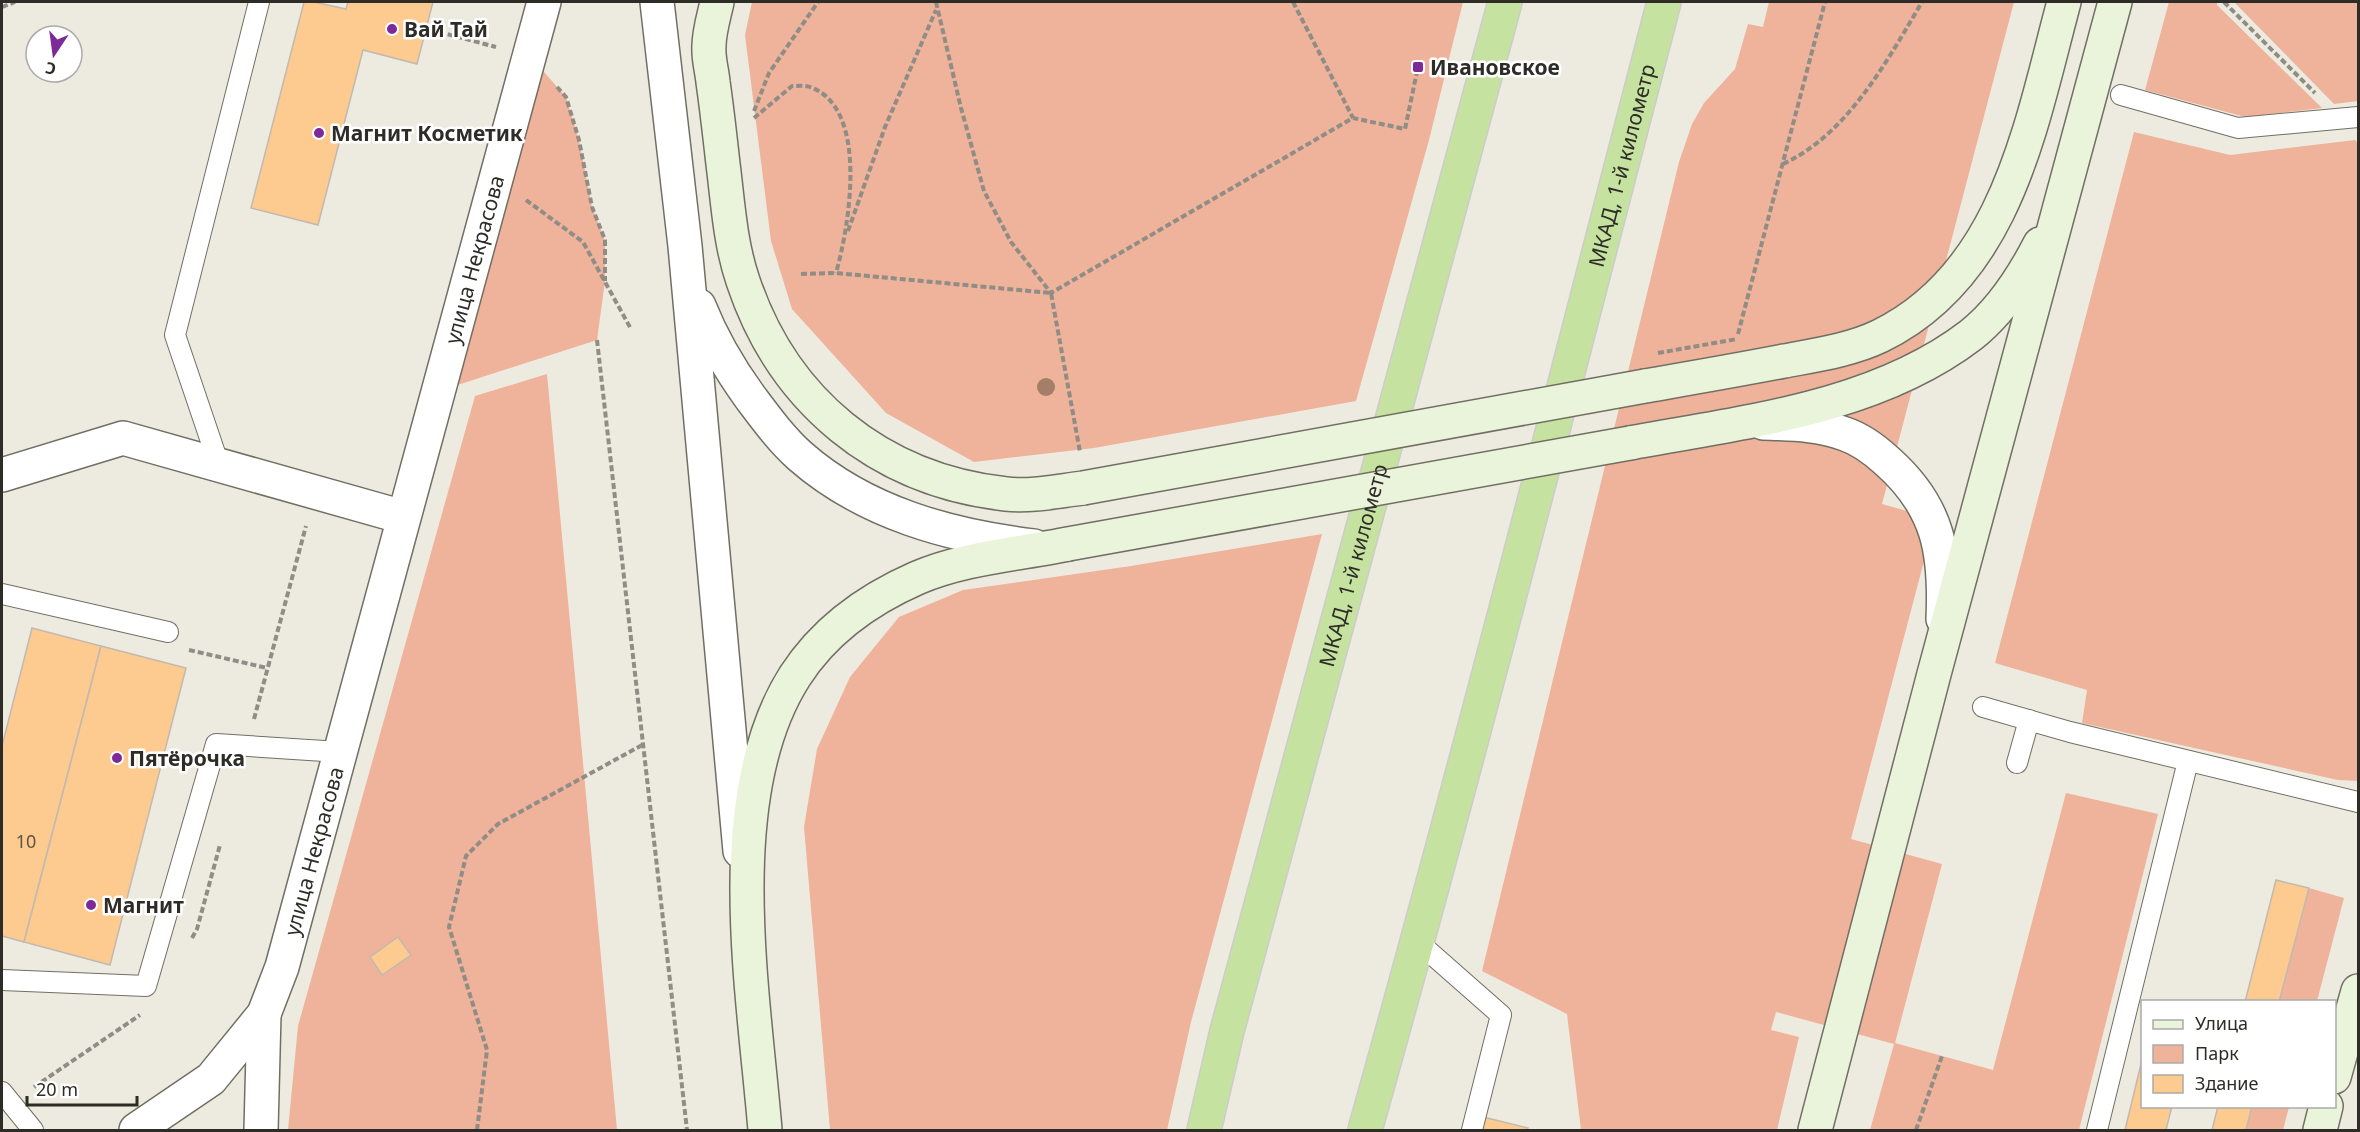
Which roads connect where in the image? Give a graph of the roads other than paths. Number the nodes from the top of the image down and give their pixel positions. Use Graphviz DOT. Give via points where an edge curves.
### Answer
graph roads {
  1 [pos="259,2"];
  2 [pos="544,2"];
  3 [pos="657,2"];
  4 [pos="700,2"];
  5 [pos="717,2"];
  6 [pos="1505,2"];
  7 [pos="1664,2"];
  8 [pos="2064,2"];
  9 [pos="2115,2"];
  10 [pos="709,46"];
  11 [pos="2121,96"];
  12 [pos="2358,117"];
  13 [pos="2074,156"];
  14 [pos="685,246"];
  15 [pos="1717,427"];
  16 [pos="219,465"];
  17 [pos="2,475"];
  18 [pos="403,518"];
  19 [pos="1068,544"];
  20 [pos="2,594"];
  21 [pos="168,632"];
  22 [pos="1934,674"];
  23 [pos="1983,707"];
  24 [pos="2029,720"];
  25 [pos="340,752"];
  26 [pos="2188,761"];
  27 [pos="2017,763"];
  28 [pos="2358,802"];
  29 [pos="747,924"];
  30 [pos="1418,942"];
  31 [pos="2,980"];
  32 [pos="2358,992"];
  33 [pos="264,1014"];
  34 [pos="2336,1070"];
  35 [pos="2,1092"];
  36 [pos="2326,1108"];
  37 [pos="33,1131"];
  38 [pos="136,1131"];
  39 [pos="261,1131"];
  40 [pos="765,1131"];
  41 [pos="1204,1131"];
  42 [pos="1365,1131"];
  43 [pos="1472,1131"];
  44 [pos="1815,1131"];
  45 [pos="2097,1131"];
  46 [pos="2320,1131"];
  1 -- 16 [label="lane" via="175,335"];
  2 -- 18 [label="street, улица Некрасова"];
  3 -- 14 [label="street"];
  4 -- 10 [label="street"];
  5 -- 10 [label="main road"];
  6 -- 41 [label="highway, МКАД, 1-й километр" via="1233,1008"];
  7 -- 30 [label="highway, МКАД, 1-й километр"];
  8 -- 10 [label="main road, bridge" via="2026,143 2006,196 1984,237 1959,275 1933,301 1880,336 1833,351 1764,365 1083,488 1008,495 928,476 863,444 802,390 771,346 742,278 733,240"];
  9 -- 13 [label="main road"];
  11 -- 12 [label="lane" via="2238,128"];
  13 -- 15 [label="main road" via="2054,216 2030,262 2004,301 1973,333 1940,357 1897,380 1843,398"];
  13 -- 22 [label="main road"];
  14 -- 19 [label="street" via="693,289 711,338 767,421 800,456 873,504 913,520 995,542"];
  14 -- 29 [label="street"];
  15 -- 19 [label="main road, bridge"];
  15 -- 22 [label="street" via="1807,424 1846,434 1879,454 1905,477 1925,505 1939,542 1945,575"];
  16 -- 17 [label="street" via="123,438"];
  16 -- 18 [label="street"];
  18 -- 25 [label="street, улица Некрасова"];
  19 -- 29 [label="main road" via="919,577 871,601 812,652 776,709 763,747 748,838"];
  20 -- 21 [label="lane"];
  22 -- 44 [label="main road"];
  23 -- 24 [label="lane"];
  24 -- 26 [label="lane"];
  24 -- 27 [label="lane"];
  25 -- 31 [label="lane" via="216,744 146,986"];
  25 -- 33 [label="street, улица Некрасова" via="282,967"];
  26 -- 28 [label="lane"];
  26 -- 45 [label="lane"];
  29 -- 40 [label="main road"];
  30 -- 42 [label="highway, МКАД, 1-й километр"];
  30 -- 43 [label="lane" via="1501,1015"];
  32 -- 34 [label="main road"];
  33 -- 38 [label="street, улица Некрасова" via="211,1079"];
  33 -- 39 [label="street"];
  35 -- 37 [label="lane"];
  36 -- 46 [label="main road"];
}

WHAT THE TASK REQUIRES:
Find the lines in the entries above where "roads" occurs, and copy each of them.

SOLUTION BELOW:
Which roads connect where in the image? Give a graph of the roads other than paths. Number the nodes from the top of the image down and give their pixel positions. Use Graphviz DOT. Give via points where an edge curves.
graph roads {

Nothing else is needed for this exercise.